## Instructions for the task
Your answer should hold all lines of the entries that include the word "highway".

(Material shown)

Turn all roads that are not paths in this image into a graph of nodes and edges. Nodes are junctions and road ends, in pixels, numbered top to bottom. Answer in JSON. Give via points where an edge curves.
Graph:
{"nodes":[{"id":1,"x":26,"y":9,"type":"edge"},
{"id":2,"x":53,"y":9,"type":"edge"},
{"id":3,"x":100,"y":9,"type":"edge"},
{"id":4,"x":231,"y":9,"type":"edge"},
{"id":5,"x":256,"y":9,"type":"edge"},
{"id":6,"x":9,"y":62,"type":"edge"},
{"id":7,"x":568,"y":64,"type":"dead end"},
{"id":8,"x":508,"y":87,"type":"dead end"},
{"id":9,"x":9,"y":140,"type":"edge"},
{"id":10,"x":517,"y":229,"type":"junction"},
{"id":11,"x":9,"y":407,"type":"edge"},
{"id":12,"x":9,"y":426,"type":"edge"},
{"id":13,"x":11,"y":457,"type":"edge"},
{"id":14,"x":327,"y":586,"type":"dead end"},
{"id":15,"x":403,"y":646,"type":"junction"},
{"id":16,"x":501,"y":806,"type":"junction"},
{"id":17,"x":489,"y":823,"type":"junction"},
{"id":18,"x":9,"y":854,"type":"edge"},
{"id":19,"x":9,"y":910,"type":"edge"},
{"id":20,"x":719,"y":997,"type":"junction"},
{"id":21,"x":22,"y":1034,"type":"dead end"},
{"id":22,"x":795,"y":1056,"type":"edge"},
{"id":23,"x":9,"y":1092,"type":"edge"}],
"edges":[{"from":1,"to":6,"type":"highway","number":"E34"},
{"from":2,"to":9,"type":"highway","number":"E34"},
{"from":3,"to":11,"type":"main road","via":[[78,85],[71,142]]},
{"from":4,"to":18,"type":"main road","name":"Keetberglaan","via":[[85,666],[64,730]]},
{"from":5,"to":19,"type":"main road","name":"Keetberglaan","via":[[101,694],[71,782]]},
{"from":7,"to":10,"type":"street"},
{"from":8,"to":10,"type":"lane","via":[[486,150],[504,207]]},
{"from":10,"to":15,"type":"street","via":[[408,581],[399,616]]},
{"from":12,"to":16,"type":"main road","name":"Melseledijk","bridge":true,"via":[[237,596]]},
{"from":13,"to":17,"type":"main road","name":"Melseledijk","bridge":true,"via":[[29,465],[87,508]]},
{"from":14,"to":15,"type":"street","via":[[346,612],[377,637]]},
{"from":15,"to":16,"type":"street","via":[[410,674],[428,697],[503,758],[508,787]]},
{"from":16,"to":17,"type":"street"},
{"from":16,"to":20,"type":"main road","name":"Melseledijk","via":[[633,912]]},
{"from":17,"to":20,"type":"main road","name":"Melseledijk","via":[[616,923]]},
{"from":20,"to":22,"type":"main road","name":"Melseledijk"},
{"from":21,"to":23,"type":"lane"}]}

(End Material shown)

## Exercise answer
"edges":[{"from":1,"to":6,"type":"highway","number":"E34"},
{"from":2,"to":9,"type":"highway","number":"E34"},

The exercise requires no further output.